So being a good and fearful home owner, I want to buy some Phos-chek fire retardant that I can spray on my house and surrounding trees and brush in the event of wildfire in my area. It is said to really work.
This stuff used to be on the market a couple of years ago. You could order it in a five-gallon buckets, mix it with water, and spray away. But now it seems to have disappeared. I can't find it anywhere on the web. I really wondered, what the heck is going on here? This is the dry white powder form -- I think it is the LC-95W. Finally, in frustration, I called the manufacturer in Ontario, California, and a nice woman up there told me that nope, you cannot buy the stuff retail anymore. I can only buy the stuff through an insurance company. That is, if I want fire retardant, I have to buy an insurance policy with a company that offers the service of coming out to your house to spray retardant on it. Needless to say, this service ain't cheap.
I can see various ways to look at this, but I wonder if this sort of tying arrangement is even legal. It also seems counter-productive to me to keep powerful fire fighting technology away from the homeowner masses just so insurance companies have something to sell. But mostly, it just annoys me that I can't buy the technology I want. I am perfectly capable of spraying this stuff on my trees, which ain't rocket science, and better my doing it than chewing my nails off wondering if my insurance company is going to show up before the fire does. The retardant is long lasting. You can apparently put it on weeks before the fire and it's good to go as long as rain doesn't wash it off. I gather the stuff if pretty benign; it's not like it's some super-toxic chemical that only experts should touch.

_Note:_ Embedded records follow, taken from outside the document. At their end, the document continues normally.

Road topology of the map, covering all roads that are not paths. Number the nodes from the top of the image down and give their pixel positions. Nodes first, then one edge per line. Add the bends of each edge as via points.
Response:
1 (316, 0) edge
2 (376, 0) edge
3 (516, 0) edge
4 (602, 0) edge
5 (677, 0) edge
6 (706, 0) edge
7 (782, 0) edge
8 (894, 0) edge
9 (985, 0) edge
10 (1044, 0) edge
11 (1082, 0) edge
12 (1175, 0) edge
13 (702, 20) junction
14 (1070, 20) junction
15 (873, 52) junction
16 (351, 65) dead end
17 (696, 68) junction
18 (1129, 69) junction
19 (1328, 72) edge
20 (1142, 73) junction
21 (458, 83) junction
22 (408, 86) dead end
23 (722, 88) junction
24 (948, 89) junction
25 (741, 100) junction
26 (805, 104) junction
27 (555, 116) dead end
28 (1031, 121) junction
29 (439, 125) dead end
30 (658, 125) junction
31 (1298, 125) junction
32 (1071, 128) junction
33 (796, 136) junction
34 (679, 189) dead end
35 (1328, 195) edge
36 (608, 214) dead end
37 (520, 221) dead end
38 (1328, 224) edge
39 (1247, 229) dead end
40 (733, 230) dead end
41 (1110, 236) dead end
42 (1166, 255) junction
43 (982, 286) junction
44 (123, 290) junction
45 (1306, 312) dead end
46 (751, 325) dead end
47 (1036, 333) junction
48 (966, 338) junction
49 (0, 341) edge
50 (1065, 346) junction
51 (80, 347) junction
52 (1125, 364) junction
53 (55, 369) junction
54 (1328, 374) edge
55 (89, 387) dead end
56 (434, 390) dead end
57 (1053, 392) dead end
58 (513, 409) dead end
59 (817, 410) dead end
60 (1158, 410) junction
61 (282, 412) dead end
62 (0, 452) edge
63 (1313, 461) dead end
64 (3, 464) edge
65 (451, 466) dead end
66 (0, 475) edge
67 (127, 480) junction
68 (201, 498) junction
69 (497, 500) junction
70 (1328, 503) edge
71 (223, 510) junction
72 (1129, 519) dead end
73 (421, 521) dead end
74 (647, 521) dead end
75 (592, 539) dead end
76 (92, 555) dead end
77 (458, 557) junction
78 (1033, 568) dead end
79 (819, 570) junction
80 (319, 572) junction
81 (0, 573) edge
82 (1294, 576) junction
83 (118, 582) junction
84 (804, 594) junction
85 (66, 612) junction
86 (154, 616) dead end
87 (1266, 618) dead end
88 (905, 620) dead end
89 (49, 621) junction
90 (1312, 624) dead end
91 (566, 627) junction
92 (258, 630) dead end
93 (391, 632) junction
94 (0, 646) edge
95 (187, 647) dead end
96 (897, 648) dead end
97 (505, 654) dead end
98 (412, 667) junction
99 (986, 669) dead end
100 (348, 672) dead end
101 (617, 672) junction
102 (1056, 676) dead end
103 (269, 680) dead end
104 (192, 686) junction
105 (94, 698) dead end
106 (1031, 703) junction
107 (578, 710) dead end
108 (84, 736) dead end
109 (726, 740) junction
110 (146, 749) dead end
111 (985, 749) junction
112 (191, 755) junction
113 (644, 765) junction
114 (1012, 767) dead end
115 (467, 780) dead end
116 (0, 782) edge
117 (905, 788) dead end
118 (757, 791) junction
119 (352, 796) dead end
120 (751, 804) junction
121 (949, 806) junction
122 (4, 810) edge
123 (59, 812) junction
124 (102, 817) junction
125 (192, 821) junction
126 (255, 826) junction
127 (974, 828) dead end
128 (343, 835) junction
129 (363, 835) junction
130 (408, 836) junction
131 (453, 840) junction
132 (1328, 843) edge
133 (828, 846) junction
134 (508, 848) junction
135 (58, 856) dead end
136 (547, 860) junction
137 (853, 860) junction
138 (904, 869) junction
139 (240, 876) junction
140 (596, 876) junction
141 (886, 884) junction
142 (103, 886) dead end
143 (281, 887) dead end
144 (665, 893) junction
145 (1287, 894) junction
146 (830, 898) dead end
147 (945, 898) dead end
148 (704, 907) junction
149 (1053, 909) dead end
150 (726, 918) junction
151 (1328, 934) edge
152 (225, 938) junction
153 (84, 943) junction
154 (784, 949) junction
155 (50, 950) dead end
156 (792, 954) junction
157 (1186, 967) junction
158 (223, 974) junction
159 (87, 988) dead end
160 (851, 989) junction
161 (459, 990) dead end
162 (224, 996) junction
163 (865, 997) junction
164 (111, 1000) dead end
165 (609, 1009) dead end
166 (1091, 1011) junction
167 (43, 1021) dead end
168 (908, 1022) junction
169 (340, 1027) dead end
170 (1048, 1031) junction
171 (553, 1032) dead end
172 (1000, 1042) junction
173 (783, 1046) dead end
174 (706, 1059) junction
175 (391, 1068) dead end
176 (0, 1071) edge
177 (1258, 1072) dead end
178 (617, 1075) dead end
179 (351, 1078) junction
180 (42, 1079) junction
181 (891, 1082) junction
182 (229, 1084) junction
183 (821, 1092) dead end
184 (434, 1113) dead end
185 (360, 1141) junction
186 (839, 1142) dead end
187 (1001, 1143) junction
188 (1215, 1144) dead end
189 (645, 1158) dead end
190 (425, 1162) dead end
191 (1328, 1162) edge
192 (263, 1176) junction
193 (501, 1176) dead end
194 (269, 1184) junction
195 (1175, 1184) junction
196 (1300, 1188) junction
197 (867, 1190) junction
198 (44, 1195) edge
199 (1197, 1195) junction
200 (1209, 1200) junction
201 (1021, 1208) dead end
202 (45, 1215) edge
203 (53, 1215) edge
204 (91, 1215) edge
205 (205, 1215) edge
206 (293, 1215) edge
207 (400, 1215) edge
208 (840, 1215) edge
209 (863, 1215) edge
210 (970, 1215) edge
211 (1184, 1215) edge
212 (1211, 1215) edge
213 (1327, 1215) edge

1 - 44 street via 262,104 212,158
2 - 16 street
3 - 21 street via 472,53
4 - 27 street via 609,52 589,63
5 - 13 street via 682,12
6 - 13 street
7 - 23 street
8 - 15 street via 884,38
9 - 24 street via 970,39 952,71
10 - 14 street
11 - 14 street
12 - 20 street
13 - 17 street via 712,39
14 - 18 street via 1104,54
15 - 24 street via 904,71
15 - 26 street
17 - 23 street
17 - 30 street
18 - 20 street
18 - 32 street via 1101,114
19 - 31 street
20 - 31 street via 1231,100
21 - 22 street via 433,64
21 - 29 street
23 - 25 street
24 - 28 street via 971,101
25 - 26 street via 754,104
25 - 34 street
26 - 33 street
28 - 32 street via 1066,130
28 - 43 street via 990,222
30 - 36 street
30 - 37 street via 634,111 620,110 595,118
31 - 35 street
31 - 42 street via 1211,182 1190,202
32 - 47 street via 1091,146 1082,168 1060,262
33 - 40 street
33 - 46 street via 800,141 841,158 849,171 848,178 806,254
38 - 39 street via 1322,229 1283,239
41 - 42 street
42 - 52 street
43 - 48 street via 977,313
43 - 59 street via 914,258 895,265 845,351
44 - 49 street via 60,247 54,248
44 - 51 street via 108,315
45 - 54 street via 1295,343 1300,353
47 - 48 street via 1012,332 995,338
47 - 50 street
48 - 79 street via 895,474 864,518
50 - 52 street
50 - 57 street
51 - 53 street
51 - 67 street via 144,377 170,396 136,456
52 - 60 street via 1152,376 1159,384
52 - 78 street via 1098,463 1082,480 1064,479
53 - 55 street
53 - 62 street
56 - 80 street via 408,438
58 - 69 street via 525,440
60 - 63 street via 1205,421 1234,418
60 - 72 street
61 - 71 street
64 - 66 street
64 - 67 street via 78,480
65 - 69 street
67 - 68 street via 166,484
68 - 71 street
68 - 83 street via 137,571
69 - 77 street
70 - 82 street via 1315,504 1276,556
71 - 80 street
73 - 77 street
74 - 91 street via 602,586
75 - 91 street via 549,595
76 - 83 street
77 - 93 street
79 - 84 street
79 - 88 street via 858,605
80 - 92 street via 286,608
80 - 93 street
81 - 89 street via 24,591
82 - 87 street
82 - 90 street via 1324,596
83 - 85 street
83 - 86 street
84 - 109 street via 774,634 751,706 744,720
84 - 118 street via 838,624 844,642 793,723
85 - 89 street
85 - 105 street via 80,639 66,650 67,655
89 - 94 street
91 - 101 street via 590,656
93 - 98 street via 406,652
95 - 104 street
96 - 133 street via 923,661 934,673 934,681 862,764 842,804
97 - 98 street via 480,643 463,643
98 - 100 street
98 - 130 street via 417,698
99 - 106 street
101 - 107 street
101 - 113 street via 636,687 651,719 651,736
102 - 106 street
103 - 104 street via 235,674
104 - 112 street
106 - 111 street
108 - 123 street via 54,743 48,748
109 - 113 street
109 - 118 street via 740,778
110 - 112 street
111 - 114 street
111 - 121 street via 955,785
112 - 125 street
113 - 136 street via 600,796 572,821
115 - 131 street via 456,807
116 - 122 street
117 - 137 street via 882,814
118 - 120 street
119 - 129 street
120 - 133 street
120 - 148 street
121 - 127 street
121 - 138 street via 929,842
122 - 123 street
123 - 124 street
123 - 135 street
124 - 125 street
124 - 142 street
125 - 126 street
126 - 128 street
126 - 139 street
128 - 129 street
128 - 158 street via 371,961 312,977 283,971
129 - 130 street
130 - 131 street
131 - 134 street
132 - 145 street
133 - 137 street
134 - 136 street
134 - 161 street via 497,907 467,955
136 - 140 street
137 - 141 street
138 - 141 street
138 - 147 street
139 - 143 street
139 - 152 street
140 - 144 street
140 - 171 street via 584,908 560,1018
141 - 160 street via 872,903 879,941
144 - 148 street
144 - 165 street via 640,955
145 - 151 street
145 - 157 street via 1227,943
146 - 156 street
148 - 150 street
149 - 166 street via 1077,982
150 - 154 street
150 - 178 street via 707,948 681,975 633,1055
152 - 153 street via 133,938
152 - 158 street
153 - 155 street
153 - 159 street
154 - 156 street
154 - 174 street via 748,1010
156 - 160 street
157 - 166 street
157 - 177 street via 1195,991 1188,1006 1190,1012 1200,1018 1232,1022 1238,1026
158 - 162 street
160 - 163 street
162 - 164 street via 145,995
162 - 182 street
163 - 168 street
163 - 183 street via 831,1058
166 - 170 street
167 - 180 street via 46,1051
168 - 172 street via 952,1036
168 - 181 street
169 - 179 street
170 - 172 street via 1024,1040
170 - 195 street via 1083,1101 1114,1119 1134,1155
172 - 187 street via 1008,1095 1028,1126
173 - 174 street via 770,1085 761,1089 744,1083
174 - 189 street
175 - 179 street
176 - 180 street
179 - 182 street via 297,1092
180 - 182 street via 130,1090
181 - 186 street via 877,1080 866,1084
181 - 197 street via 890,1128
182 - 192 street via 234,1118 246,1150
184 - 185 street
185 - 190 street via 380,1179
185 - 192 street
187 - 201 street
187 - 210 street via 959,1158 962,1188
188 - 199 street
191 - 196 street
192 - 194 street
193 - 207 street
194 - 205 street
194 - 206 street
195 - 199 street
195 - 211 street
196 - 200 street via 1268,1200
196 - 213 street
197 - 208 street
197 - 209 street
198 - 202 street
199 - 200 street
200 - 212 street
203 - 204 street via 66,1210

Does anybody out there know anything more about this, or know where I could buy some dry non-colored Phos-chek fire retardant or a close substitute? Is this a legal tying arrangement or more a suspect one?

I don't see why it would be in the insurance company's interest to limit access to something that will save them more money if more people use it.
Posted by: Button | May 11, 2009 at 04:19 PM
You have to be kidding: if everyone had a spray that eliminated risk, insurance companies would be out of business. Of course they have no interest in reducing risk of loss in general, though they do have an ongoing interest in cherry-picking: spending all their resources in an attempt to find those among the population at lower risk of those losses they have no interest in diminishing in general.